Federal Court of Australia Act 1999 (Cth), s.31A
Judiciary Act 1903 (Cth), s.25A

Cases cited:
Adnunat Pty Ltd v ITW Construction Systems Australia Pty Ltd [2009] FCA 499
Cook v CFP Management Pty Ltd (2006) 152 IR 358; [2006] QCA 215
Mohazab v Dick Smith Electronics Pty Ltd [No. 2] (1995) 62 IR 200
RailPro Services Pty Ltd v Flavel [2015] FCA 504
Sagona v R & C Piccoli Investments Pty Ltd [2014] FCCA 875
Sayed v Construction, Forestry, Mining and Energy Union [2015] FCA 27
Spencer v Dowling& Anor [1997] 2 VR 127
Spencer v The Commonwealth (2010) 241 CLR 118; [2010] HCA 28
Applicant: XIA ER (JACK) SUN
Respondent: EP2 MANAGEMENT PTY LIMITED
File Number: SYG 1869 of 2015
Judgment of: Judge Smith
Hearing date: 18 March 2016
Date of Last Submission: 18 March 2016
Delivered at: Sydney
Delivered on: 10 June 2016

REPRESENTATION

The applicant appeared in person
Counsel for the Respondent: Ms P. Thew of Counsel
Solicitors for the Respondent: Australian Hotels Association

ORDERS

  1. The name of the respondent be amended to EP2 Management Pty Limited.

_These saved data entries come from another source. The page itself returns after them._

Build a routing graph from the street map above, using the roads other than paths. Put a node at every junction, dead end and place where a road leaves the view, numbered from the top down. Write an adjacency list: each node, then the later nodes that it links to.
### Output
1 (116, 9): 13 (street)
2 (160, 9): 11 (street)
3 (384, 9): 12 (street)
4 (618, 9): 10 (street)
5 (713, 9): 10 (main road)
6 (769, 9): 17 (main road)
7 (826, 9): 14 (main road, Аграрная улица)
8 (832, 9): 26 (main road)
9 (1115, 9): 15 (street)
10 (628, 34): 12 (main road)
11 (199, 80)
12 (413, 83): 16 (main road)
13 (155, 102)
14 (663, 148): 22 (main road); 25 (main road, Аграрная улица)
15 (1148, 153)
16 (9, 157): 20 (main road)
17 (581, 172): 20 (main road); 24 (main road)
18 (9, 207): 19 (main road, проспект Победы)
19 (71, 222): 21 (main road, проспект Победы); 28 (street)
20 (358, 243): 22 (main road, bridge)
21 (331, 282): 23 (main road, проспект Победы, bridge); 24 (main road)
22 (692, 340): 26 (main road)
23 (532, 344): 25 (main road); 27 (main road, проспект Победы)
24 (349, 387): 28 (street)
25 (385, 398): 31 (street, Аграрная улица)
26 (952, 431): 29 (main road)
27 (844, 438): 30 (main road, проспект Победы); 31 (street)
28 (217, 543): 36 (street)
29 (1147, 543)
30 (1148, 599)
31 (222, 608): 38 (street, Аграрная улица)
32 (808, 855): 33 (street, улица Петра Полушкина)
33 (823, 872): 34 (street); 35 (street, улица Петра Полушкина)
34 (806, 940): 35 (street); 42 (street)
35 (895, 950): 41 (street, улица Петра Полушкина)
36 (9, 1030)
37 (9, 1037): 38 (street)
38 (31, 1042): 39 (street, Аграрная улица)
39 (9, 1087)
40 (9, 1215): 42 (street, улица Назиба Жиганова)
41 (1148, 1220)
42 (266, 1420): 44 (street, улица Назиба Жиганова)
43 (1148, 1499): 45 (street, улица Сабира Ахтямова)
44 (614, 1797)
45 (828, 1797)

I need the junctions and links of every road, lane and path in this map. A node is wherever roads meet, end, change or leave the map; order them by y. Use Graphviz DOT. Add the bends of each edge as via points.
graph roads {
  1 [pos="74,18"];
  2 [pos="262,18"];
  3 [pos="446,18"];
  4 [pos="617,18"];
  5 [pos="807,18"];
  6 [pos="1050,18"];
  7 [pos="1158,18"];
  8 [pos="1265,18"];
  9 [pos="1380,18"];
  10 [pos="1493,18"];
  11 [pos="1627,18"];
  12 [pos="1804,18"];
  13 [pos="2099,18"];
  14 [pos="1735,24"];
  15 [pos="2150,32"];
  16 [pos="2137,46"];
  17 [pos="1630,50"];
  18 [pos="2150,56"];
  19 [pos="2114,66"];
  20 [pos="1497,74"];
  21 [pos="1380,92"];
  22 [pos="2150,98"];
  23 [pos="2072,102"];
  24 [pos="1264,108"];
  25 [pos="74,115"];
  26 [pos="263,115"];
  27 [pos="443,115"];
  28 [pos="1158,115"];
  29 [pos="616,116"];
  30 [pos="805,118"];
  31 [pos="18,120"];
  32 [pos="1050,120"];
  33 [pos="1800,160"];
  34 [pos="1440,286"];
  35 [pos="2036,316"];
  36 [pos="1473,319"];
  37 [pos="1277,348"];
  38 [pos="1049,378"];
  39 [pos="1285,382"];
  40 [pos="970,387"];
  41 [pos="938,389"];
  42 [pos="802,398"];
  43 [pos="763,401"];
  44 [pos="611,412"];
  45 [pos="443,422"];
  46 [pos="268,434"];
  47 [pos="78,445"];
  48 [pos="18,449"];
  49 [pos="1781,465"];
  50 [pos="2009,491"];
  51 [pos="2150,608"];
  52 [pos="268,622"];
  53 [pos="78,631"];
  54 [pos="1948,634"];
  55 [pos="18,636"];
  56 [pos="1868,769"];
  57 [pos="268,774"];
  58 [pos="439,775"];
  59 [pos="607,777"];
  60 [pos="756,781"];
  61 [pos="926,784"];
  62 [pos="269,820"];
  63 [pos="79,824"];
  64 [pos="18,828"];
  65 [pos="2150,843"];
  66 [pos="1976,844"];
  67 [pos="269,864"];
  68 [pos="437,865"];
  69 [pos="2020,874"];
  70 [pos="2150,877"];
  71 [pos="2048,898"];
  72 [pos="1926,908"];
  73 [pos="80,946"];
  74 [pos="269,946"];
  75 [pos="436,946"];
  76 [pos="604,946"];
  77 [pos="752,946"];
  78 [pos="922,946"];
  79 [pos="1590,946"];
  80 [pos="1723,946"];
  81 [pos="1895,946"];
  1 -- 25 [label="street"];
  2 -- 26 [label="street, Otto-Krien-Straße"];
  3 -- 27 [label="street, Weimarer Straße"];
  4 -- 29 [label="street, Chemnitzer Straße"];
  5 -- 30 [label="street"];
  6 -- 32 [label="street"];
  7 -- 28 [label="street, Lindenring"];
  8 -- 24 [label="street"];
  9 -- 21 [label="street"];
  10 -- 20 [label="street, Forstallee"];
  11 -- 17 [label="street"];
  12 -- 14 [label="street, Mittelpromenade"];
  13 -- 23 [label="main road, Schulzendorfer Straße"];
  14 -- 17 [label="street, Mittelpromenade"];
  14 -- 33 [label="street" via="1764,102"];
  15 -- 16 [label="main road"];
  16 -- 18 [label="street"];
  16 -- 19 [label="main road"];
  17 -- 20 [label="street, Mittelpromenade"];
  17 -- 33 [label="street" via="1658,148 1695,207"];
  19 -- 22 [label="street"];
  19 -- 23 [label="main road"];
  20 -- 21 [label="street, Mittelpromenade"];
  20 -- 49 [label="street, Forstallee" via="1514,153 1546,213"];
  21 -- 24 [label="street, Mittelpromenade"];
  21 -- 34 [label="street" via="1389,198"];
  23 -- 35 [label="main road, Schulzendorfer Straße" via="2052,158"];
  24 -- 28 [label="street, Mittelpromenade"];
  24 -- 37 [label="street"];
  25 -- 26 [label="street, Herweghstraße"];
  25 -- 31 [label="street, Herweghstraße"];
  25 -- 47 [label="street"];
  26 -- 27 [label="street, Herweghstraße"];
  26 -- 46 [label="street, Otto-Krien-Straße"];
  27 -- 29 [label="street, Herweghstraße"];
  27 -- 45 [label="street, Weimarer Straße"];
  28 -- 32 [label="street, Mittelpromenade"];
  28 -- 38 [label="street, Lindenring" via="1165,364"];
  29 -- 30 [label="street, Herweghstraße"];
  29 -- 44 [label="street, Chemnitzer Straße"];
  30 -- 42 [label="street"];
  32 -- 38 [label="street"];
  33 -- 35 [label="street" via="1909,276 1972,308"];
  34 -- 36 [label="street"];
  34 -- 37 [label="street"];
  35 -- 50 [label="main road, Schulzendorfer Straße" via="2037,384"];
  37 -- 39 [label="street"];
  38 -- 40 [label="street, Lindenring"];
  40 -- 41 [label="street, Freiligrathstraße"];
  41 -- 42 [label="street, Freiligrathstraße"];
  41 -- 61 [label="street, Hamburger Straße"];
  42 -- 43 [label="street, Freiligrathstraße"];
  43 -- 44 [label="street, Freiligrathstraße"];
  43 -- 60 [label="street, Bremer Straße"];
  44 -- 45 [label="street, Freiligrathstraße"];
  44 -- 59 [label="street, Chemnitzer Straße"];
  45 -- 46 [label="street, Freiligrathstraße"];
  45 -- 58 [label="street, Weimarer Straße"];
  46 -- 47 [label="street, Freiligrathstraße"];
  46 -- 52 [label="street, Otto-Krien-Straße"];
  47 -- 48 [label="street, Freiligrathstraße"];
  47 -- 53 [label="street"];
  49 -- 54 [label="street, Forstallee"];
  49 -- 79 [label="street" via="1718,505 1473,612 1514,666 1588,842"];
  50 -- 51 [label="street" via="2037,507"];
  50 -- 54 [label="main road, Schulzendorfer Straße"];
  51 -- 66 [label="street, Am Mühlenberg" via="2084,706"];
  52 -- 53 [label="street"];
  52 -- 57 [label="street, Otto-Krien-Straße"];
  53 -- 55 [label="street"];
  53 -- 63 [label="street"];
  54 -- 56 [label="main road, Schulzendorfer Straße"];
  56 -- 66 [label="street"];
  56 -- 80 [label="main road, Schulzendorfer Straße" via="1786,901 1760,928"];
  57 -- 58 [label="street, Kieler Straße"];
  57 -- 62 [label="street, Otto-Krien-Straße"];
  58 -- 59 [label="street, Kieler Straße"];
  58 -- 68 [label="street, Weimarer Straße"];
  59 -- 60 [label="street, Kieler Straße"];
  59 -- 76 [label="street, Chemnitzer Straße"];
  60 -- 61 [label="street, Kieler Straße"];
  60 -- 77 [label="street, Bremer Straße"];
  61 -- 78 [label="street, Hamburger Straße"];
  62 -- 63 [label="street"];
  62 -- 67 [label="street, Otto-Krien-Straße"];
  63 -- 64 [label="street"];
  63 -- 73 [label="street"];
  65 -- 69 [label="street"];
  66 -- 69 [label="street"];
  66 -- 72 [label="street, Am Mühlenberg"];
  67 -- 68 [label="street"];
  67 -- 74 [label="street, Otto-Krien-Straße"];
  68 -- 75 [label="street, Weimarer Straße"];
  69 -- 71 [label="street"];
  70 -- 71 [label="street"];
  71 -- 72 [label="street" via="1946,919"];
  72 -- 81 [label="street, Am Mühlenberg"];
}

  2. The proceedings be dismissed pursuant to s.17A of the Federal Circuit Court of Australia Act 1999 (Cth).

FEDERAL CIRCUIT COURT
OF AUSTRALIA
AT SYDNEY

SYG 1869 of 2015

XIA ER (JACK) SUN

Applicant

And

EP2 MANAGEMENT PTY LIMITED

Respondent

REASONS FOR JUDGMENT

  1. The applicant was employed by the respondent and its predecessors as a shift engineer from 8 March 1999 until 16 April 2015. In the applicant’s application, the respondent was identified as “Four Points Hotel by Sheraton trading as Four Points Hotel by Sheraton Sydney”; however, the correct respondent is EP2 Management Pty Limited.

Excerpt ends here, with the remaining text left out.